What you have to do → Each line of the listing that contains "South" should be found and copied.

Data provided →
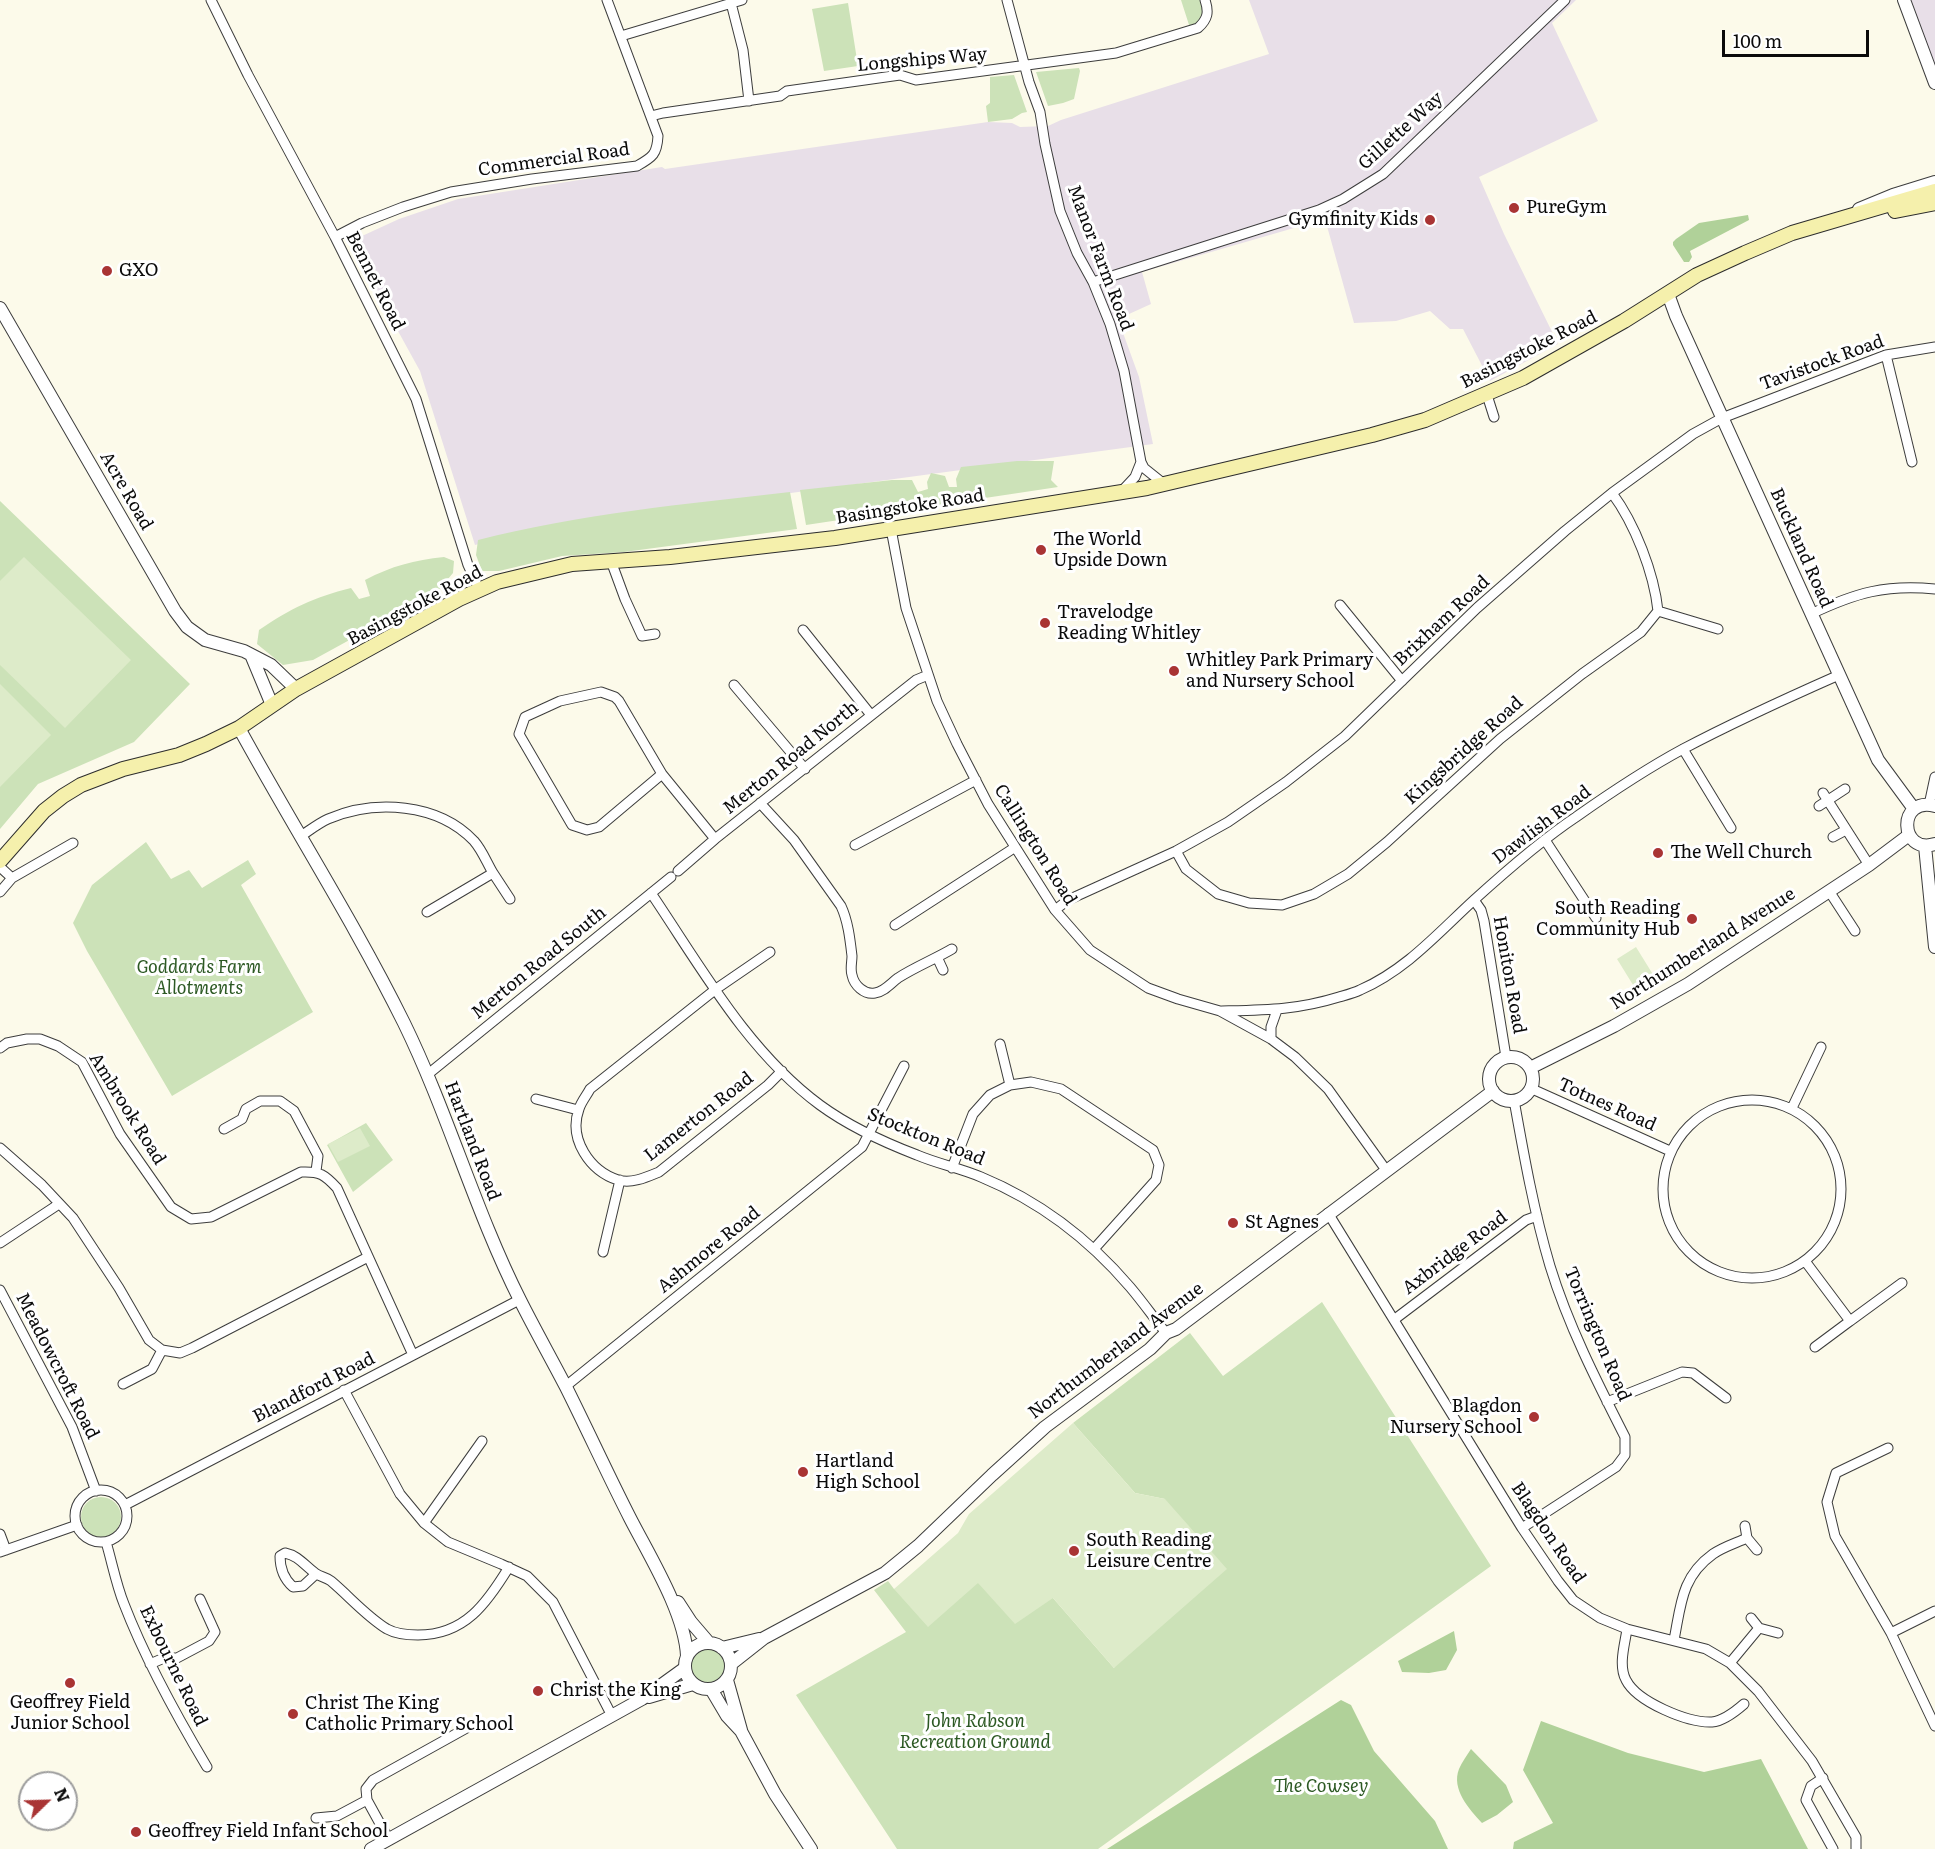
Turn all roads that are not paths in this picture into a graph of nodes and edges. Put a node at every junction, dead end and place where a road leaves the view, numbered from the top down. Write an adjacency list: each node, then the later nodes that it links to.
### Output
1 (211, 0): 17 (street, Bennet Road)
2 (607, 0): 8 (street, Commercial Road)
3 (1007, 0): 9 (street, Manor Farm Road)
4 (1205, 0): 9 (street, Longships Way)
5 (1565, 0): 18 (street, Gillette Way)
6 (1904, 0): 10 (street)
7 (736, 1): 8 (street); 11 (street)
8 (621, 36): 12 (street, Commercial Road)
9 (1026, 66): 11 (street, Longships Way); 18 (street, Manor Farm Road)
10 (1935, 83)
11 (749, 101): 12 (street, Longships Way)
12 (651, 116): 17 (street, Commercial Road)
13 (1935, 182): 16 (street)
14 (1935, 191): 16 (main road, Basingstoke Road)
15 (1935, 203): 16 (main road, Basingstoke Road)
16 (1852, 216): 19 (main road, Basingstoke Road)
17 (335, 237): 33 (street, Bennet Road)
18 (1093, 282): 26 (street, Manor Farm Road)
19 (1668, 294): 23 (main road, Basingstoke Road); 25 (street, Buckland Road)
20 (0, 308): 41 (street, Acre Road)
21 (1935, 347): 22 (street, Tavistock Road)
22 (1886, 356): 25 (street, Tavistock Road); 27 (street)
23 (1487, 395): 24 (street); 28 (main road, Basingstoke Road)
24 (1494, 417)
25 (1722, 418): 30 (street, Brixham Road); 37 (street, Buckland Road)
26 (1141, 462): 28 (street); 29 (street)
27 (1912, 462)
28 (1164, 484): 29 (main road, Basingstoke Road)
29 (1121, 492): 31 (main road, Basingstoke Road)
30 (1612, 493): 36 (street); 44 (street, Brixham Road)
31 (891, 529): 32 (main road, Basingstoke Road); 42 (street, Callington Road)
32 (611, 561): 33 (main road, Basingstoke Road); 40 (street)
33 (479, 589): 46 (main road, Basingstoke Road)
34 (1935, 589): 37 (street)
35 (1340, 605): 44 (street)
36 (1658, 611): 38 (street); 72 (street, Kingsbridge Road)
37 (1811, 614): 43 (street, Buckland Road)
38 (1718, 628)
39 (803, 630): 48 (street)
40 (655, 634)
41 (252, 657): 46 (street, Acre Road); 47 (street)
42 (928, 675): 48 (street, Merton Road North); 54 (street, Callington Road)
43 (1839, 675): 50 (street, Dawlish Road); 60 (street, Buckland Road)
44 (1402, 681): 72 (street, Brixham Road)
45 (734, 685): 51 (street)
46 (296, 689): 47 (main road, Basingstoke Road)
47 (272, 705): 49 (main road, Basingstoke Road)
48 (872, 715): 51 (street, Merton Road North)
49 (238, 728): 64 (street, Hartland Road); 73 (main road, Basingstoke Road)
50 (1683, 749): 61 (street); 67 (street, Dawlish Road)
51 (805, 769): 57 (street, Merton Road North)
52 (662, 774): 52 (street); 66 (street)
53 (1935, 777): 59 (street)
54 (976, 780): 69 (street); 71 (street, Callington Road)
55 (1845, 789): 56 (street)
56 (1825, 796): 58 (street); 62 (street)
57 (760, 803): 66 (street, Merton Road North); 92 (street)
58 (1819, 806)
59 (1932, 806): 60 (street)
60 (1914, 809): 63 (street)
61 (1731, 828)
62 (1846, 830): 65 (street); 74 (street)
63 (1909, 835): 70 (street); 74 (street, Northumberland Avenue)
64 (301, 836): 76 (street); 105 (street, Hartland Road)
65 (1833, 837)
66 (715, 839): 77 (street, Merton Road North)
67 (1545, 840): 83 (street, Dawlish Road); 86 (street)
68 (73, 843): 78 (street)
69 (855, 845)
70 (1930, 845): 89 (street)
71 (1014, 848): 84 (street, Callington Road); 87 (street)
72 (1176, 851): 84 (street, Brixham Road)
73 (0, 861)
74 (1869, 865): 79 (street, Northumberland Avenue)
75 (0, 867): 78 (street)
76 (493, 873): 82 (street); 85 (street)
77 (675, 874): 81 (street, Merton Road South)
78 (12, 878): 80 (street)
79 (1829, 891): 88 (street); 103 (street, Northumberland Avenue)
80 (0, 892)
81 (651, 893): 94 (street, Stockton Road); 105 (street, Merton Road South)
82 (510, 899)
83 (1474, 900): 95 (street, Dawlish Road); 101 (street, Honiton Road)
84 (1055, 910): 96 (street, Callington Road)
85 (427, 912)
86 (1596, 918)
87 (895, 925)
88 (1855, 931)
89 (1935, 947)
90 (952, 949): 92 (street)
91 (770, 952): 94 (street)
92 (937, 957): 93 (street)
93 (943, 970)
94 (716, 989): 104 (street, Stockton Road); 112 (street)
95 (1277, 1010): 96 (street, Dawlish Road); 97 (street)
96 (1220, 1011): 97 (street, Callington Road)
97 (1271, 1040): 118 (street, Callington Road)
98 (1000, 1044): 106 (street)
99 (1821, 1047): 111 (street)
100 (0, 1048): 119 (street, Ambrook Road)
101 (1506, 1057): 103 (street); 108 (street)
102 (904, 1066): 114 (street, Ashmore Road)
103 (1530, 1068): 107 (street)
104 (782, 1071): 114 (street, Stockton Road); 120 (street, Lamerton Road)
105 (427, 1074): 131 (street, Hartland Road)
106 (1011, 1085): 117 (street); 125 (street)
107 (1530, 1088): 110 (street); 116 (street, Totnes Road)
108 (1493, 1091): 110 (street); 118 (street, Northumberland Avenue)
109 (536, 1099): 112 (street)
110 (1514, 1100): 123 (street, Torrington Road)
111 (1792, 1108): 116 (street); 128 (street)
112 (578, 1110): 120 (street)
113 (224, 1130): 119 (street)
114 (868, 1135): 117 (street, Stockton Road); 139 (street, Ashmore Road)
115 (0, 1148): 121 (street)
116 (1670, 1151): 128 (street)
117 (952, 1168): 125 (street, Stockton Road)
118 (1386, 1170): 122 (street, Northumberland Avenue)
119 (316, 1171): 127 (street)
120 (620, 1180): 126 (street)
121 (59, 1204): 124 (street); 136 (street)
122 (1328, 1213): 132 (street, Blagdon Road); 134 (street, Northumberland Avenue)
123 (1537, 1216): 132 (street, Axbridge Road); 142 (street, Torrington Road)
124 (0, 1242)
125 (1094, 1249): 134 (street, Stockton Road)
126 (603, 1252)
127 (368, 1257): 136 (street); 137 (street)
128 (1805, 1261): 133 (street)
129 (1902, 1283): 133 (street)
130 (0, 1290): 145 (street, Meadowcroft Road)
131 (519, 1299): 137 (street, Blandford Road); 139 (street, Hartland Road)
132 (1395, 1319): 150 (street, Blagdon Road)
133 (1850, 1321): 135 (street)
134 (1166, 1333): 166 (street, Northumberland Avenue)
135 (1815, 1347)
136 (162, 1350): 138 (street)
137 (413, 1355): 140 (street, Blandford Road)
138 (123, 1384)
139 (566, 1386): 157 (street, Hartland Road)
140 (344, 1390): 146 (street, Blandford Road); 147 (street)
141 (1726, 1398): 142 (street)
142 (1607, 1402): 150 (street, Torrington Road)
143 (482, 1442): 147 (street)
144 (1888, 1448): 165 (street)
145 (96, 1491): 146 (street); 148 (street)
146 (125, 1505): 153 (street)
147 (424, 1523): 156 (street)
148 (77, 1525): 153 (street); 155 (street)
149 (1745, 1526): 152 (street)
150 (1522, 1528): 163 (street, Blagdon Road)
151 (0, 1534): 155 (street)
152 (1747, 1538): 154 (street); 167 (street)
153 (106, 1542): 172 (street, Exbourne Road)
154 (1757, 1550)
155 (3, 1551)
156 (509, 1567): 158 (street); 179 (street)
157 (659, 1573): 168 (street, Hartland Road); 170 (street, Hartland Road)
158 (316, 1574)
159 (200, 1599): 172 (street)
160 (1935, 1611): 165 (street)
161 (1751, 1618): 162 (street)
162 (1759, 1628): 164 (street); 171 (street)
163 (1627, 1629): 167 (street, Blagdon Road); 178 (street)
164 (1778, 1633)
165 (1891, 1633): 181 (street)
166 (764, 1638): 169 (street, Northumberland Avenue); 173 (street, Northumberland Avenue)
167 (1674, 1640): 171 (street, Blagdon Road)
168 (709, 1643): 169 (street); 170 (street)
169 (722, 1648): 173 (street)
170 (686, 1662): 175 (street); 177 (street)
171 (1730, 1663): 184 (street, Blagdon Road)
172 (150, 1664): 183 (street, Exbourne Road)
173 (731, 1664): 174 (street)
174 (727, 1680): 176 (street); 182 (street)
175 (693, 1684): 176 (street); 177 (street)
176 (711, 1689): 182 (street)
177 (642, 1699): 179 (street)
178 (1744, 1704)
179 (612, 1716): 187 (street)
180 (472, 1725): 185 (street)
181 (1935, 1726)
182 (741, 1731): 189 (street)
183 (207, 1767)
184 (1823, 1778): 190 (street); 191 (street, Blagdon Road)
185 (367, 1800): 186 (street); 187 (street)
186 (316, 1818)
187 (388, 1840): 188 (street)
188 (371, 1849)
189 (811, 1849)
190 (1833, 1849)
191 (1856, 1849)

Result of this task →
77 (675, 874): 81 (street, Merton Road South)
81 (651, 893): 94 (street, Stockton Road); 105 (street, Merton Road South)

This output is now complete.